1. Les bons états de service antérieurs de M. Legere. Il était un agent relativement nouveau qui avait déménagé de la Nouvelle-Écosse, où sa famille se trouvait, en Colombie-Britannique, pour accepter l’emploi.

2. Il n’y avait pas de preuve de préméditation. Selon la prépondérance des probabilités, M. Legere a réagi à une agression commise par le détenu B. Il s’agissait d’un incident isolé pour lequel M. Legere s’excuse et éprouve des remords.

3. Les politiques et les directives de l’employeur ne sont pas appliquées uniformément. M. Legere ne devrait pas être isolé. Son RODA n’était pas le seul à manquer de détails.

4. M. Legere a subi des difficultés économiques particulières à cause de sa suspension sans traitement. Il a accepté un poste à l’établissement parce qu’il avait l’intention d’être déployé à Springhill, en Nouvelle-Écosse. Il a été contraint de retourner en Nouvelle-Écosse, sans emploi, ce qui lui a occasionné de graves difficultés économiques.

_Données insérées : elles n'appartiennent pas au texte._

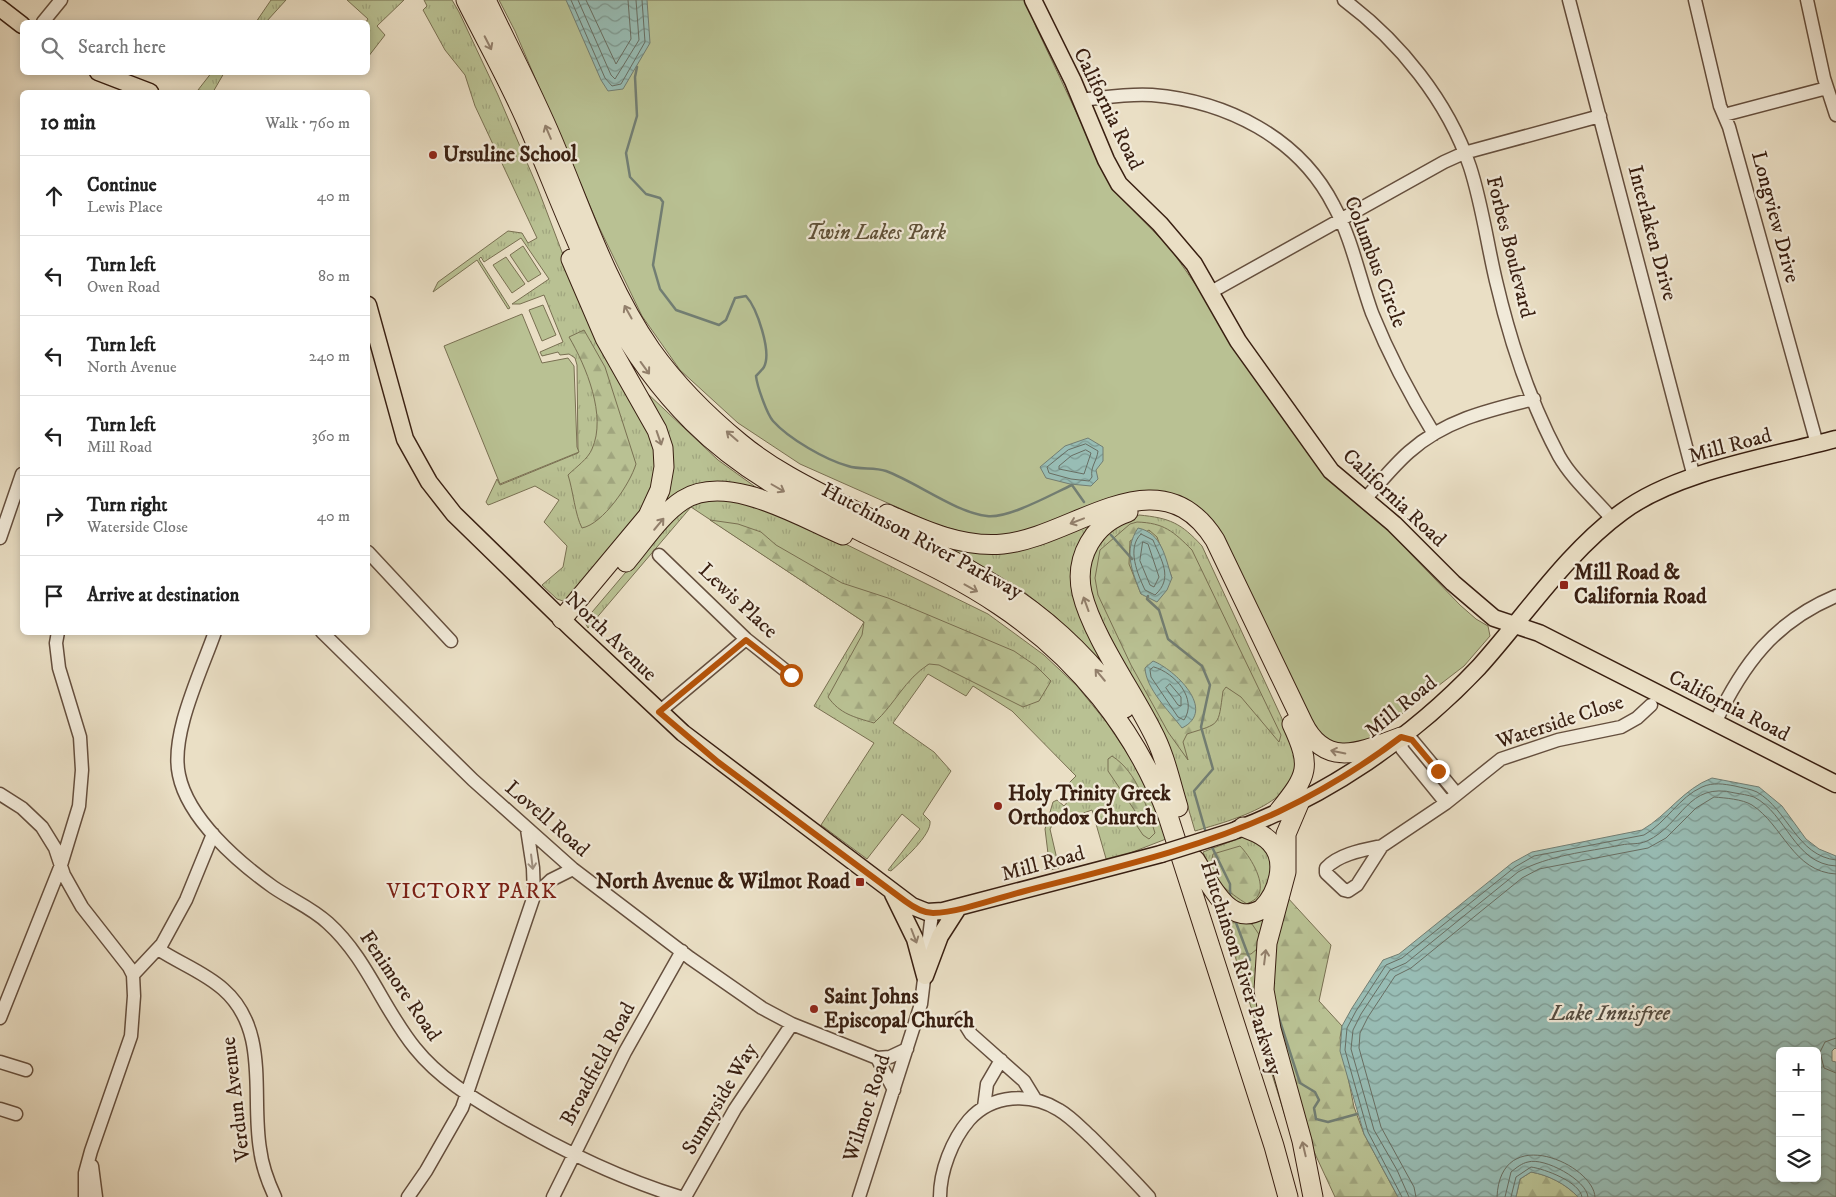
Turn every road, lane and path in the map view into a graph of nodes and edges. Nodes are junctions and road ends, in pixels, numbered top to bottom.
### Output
1 (62, 0) edge
2 (466, 0) edge
3 (486, 0) edge
4 (1033, 0) edge
5 (1344, 0) edge
6 (1570, 0) edge
7 (1695, 0) edge
8 (1807, 0) edge
9 (0, 8) edge
10 (45, 20) edge
11 (20, 23) edge
12 (106, 75) edge
13 (1828, 88) junction
14 (145, 90) edge
15 (1080, 100) junction
16 (519, 104) junction
17 (1724, 115) junction
18 (1836, 115) edge
19 (1600, 116) junction
20 (1464, 153) junction
21 (1341, 220) junction
22 (1212, 292) junction
23 (371, 336) edge
24 (1534, 399) junction
25 (1434, 434) junction
26 (1836, 439) edge
27 (1817, 444) junction
28 (756, 456) junction
29 (1694, 476) junction
30 (20, 480) edge
31 (1364, 499) junction
32 (1613, 520) junction
33 (0, 538) edge
34 (370, 554) edge
35 (659, 555) dead end
36 (928, 565) junction
37 (1836, 596) edge
38 (566, 624) junction
39 (1515, 625) junction
40 (58, 635) edge
41 (214, 635) edge
42 (325, 635) edge
43 (746, 640) junction
44 (452, 641) dead end
45 (791, 675) dead end
46 (1651, 705) dead end
47 (659, 712) junction
48 (1715, 723) junction
49 (1401, 737) junction
50 (1434, 766) junction
51 (1423, 774) junction
52 (1836, 784) edge
53 (1456, 793) junction
54 (0, 794) edge
55 (1300, 801) junction
56 (1446, 803) junction
57 (1178, 807) junction
58 (1279, 811) junction
59 (527, 829) junction
60 (1239, 829) junction
61 (213, 834) junction
62 (1382, 846) dead end
63 (1195, 860) junction
64 (60, 865) junction
65 (574, 869) junction
66 (892, 892) junction
67 (534, 896) junction
68 (958, 908) junction
69 (932, 913) junction
70 (158, 949) junction
71 (682, 951) junction
72 (133, 975) junction
73 (925, 976) junction
74 (0, 1018) edge
75 (961, 1018) dead end
76 (792, 1024) junction
77 (907, 1049) junction
78 (877, 1058) junction
79 (1001, 1060) junction
80 (0, 1062) edge
81 (26, 1070) dead end
82 (894, 1090) junction
83 (466, 1094) junction
84 (1035, 1099) junction
85 (984, 1107) junction
86 (0, 1109) edge
87 (16, 1114) dead end
88 (91, 1151) junction
89 (573, 1155) junction
90 (84, 1197) edge
91 (96, 1197) edge
92 (275, 1197) edge
93 (408, 1197) edge
94 (553, 1197) edge
95 (680, 1197) edge
96 (684, 1197) edge
97 (859, 1197) edge
98 (940, 1197) edge
99 (1149, 1197) edge
100 (1288, 1197) edge
101 (1300, 1197) edge
102 (1313, 1197) edge

1 - 10 street
2 -> 16 highway, Hutchinson River Parkway
28 -> 3 highway, Hutchinson River Parkway
4 - 15 main road, California Road
5 - 20 street, Forbes Boulevard
6 - 19 street, Interlaken Drive
7 - 17 street, Longview Drive
8 - 13 street
9 - 11 main road
12 - 14 main road
13 - 17 street
13 - 18 street
15 - 21 street, Columbus Circle
15 - 22 main road, California Road
16 -> 36 highway, Hutchinson River Parkway
16 -> 38 highway
17 - 27 street, Longview Drive
19 - 20 street
19 - 29 street, Interlaken Drive
20 - 21 street
20 - 24 street, Forbes Boulevard
21 - 22 street
21 - 25 street, Columbus Circle
22 - 31 main road, California Road
23 - 38 main road, North Avenue
24 - 25 street
24 - 32 street, Forbes Boulevard
25 - 31 street
26 - 27 main road, Mill Road
27 - 29 main road, Mill Road
49 -> 28 highway
57 -> 28 highway, Hutchinson River Parkway
29 - 32 main road, Mill Road
30 - 33 street
31 - 39 main road, California Road
32 - 39 main road, Mill Road
34 - 44 street
35 - 43 street, Lewis Place
38 -> 36 highway
36 -> 100 highway, Hutchinson River Parkway
37 - 48 street
38 - 47 main road, North Avenue
39 - 48 main road, California Road
39 - 49 main road, Mill Road
40 - 64 street
41 - 61 street, Fenimore Road
42 - 59 street, Lovell Road
43 - 45 street, Lewis Place
43 - 47 street
46 - 53 street, Waterside Close
47 - 66 main road, North Avenue
48 - 52 main road, California Road
49 - 50 street
49 - 51 street
49 - 55 main road, Mill Road
50 - 51 street
50 - 53 street
51 - 56 street
53 - 56 street, Waterside Close
54 - 64 street
55 - 58 main road, Mill Road
102 -> 55 highway
56 - 62 street, Waterside Close
57 -> 58 highway
57 - 63 highway, Hutchinson River Parkway
58 - 60 main road, Mill Road
59 - 65 street, Lovell Road
59 -> 67 street
60 - 63 highway
60 - 68 main road, Mill Road, bridge
61 - 70 street
61 - 83 street, Fenimore Road
63 - 101 highway, Hutchinson River Parkway
64 - 72 street
64 - 74 street
65 - 67 street
65 - 71 street, Lovell Road
66 - 69 main road, North Avenue
66 -> 73 main road
67 - 83 street
68 - 69 main road, Mill Road
68 - 73 main road
69 - 73 street, Wilmot Road
70 - 72 street
70 - 92 street, Verdun Avenue
71 - 76 street, Lovell Road
71 - 89 street, Broadfield Road
72 - 88 street
73 - 77 street, Wilmot Road
75 - 79 street
76 - 78 street, Lovell Road
76 - 96 street, Sunnyside Way
77 - 78 street
77 - 82 street, Wilmot Road
78 - 82 street
79 - 84 street
79 - 85 street
80 - 81 street
82 - 97 street, Wilmot Road
83 - 89 street, Fenimore Road
83 - 93 street
84 - 85 street
84 - 99 street
85 - 98 street
86 - 87 street
88 - 90 street
88 - 91 street
89 - 94 street, Broadfield Road
89 - 95 street, Fenimore Road

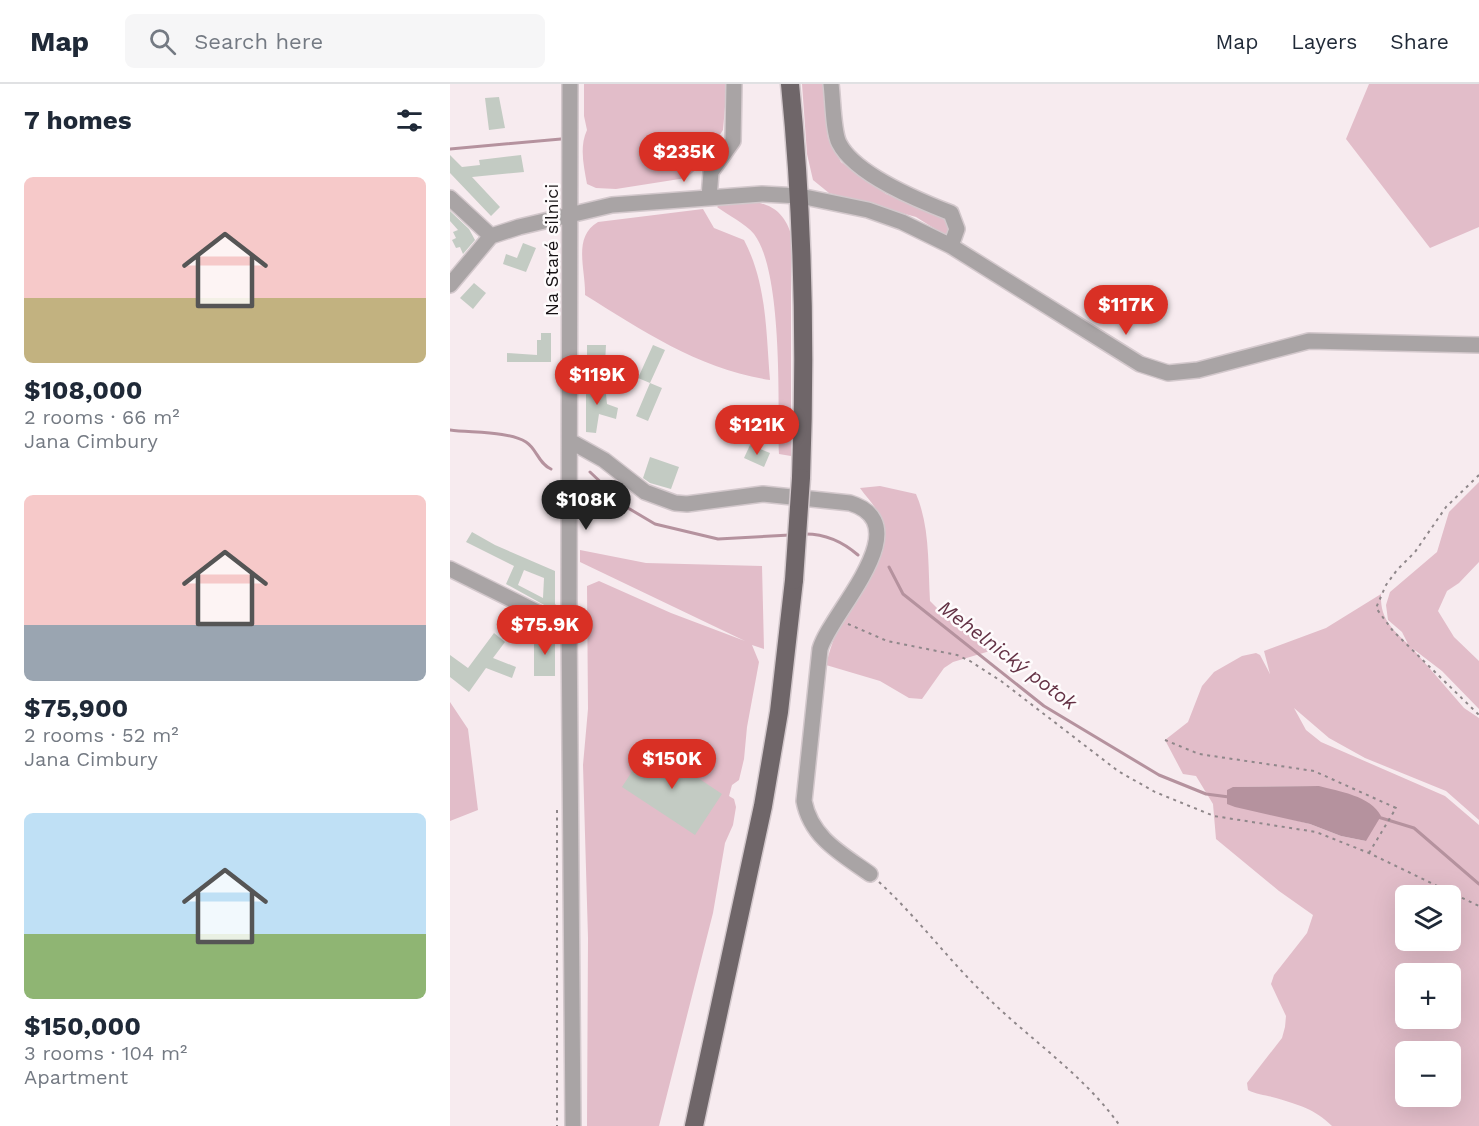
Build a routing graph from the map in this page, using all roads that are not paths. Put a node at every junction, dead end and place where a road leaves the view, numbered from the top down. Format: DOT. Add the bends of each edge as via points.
graph roads {
  1 [pos="570,84"];
  2 [pos="734,84"];
  3 [pos="790,84"];
  4 [pos="831,84"];
  5 [pos="800,196"];
  6 [pos="450,198"];
  7 [pos="709,198"];
  8 [pos="572,215"];
  9 [pos="491,236"];
  10 [pos="951,246"];
  11 [pos="450,285"];
  12 [pos="1479,345"];
  13 [pos="570,441"];
  14 [pos="450,569"];
  15 [pos="569,620"];
  16 [pos="870,874"];
  17 [pos="573,1126"];
  18 [pos="694,1126"];
  1 -- 8 [label="street, Na Staré silnici"];
  2 -- 7 [label="street" via="733,141 711,172"];
  3 -- 5 [label="main road"];
  4 -- 10 [label="street" via="839,143 867,173 951,213 957,229"];
  5 -- 7 [label="street"];
  5 -- 10 [label="street" via="868,210"];
  5 -- 18 [label="main road, bridge" via="804,315 801,478 779,712 763,806"];
  6 -- 9 [label="street"];
  7 -- 8 [label="street" via="612,205"];
  8 -- 9 [label="street"];
  8 -- 13 [label="street, Na Staré silnici"];
  9 -- 11 [label="street"];
  10 -- 12 [label="street" via="1140,364 1168,373 1198,370 1308,341"];
  13 -- 15 [label="street, Na Staré silnici"];
  13 -- 16 [label="street" via="604,460 645,492 675,503 778,494 850,502 864,509 874,521 876,542 872,559 819,648 804,801 808,819 819,835"];
  14 -- 15 [label="street" via="543,615"];
  15 -- 17 [label="street, Na Staré silnici"];
}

5. Le détenu B a provoqué M. Legere en se jetant sur lui le 11 août 2012. À ce moment-là, le détenu B n’était pas menotté et était en position d’agresser M. Legere. M. Legere aurait dû empêcher M. Ferguson de retirer les menottes. Il ne l’a pas fait, et les choses se sont alors déroulées très rapidement. Il a seulement eu le temps de réagir. Rien n’indique qu’il a agi de mauvaise foi ou avec malice. Il s’est défendu comme il a le droit de le faire lorsqu’il est agressé. Outre les incidents des 11 et 12 août 2012, rien n’a indiqué que M. Legere a posé un geste répréhensible ou irrespectueux à l’égard des autres détenus ou CX.

6. M. Legere s’est excusé et a exprimé des remords pour ses gestes. Il a admis à Mme Contini son rôle dans les événements.

7. La récidive est peu probable. C’est un bon candidat pour la réadaptation. M. Legere s’améliorerait et tirerait profit d’une deuxième chance.

8. Les personnes qui ont travaillé avec M. Legere ont une connaissance directe de sa fiabilité, et non l’employeur. L’employeur n’a pas remis en question les avis exprimés au cours des témoignages du superviseur et des collègues de M. Legere.

 

[200]  Dans le cas de M. Derksen, l’employeur devait prouver qu’il a été témoin d’une agression sur le détenu B, qu’il n’a pas respecté les directives, qu’il n’a pas présenté de rapport comme l’exigeait l’employeur, qu’il est coupable de collusion et qu’il a fourni de faux renseignements au comité de discipline (voir la pièce 5, onglet 64).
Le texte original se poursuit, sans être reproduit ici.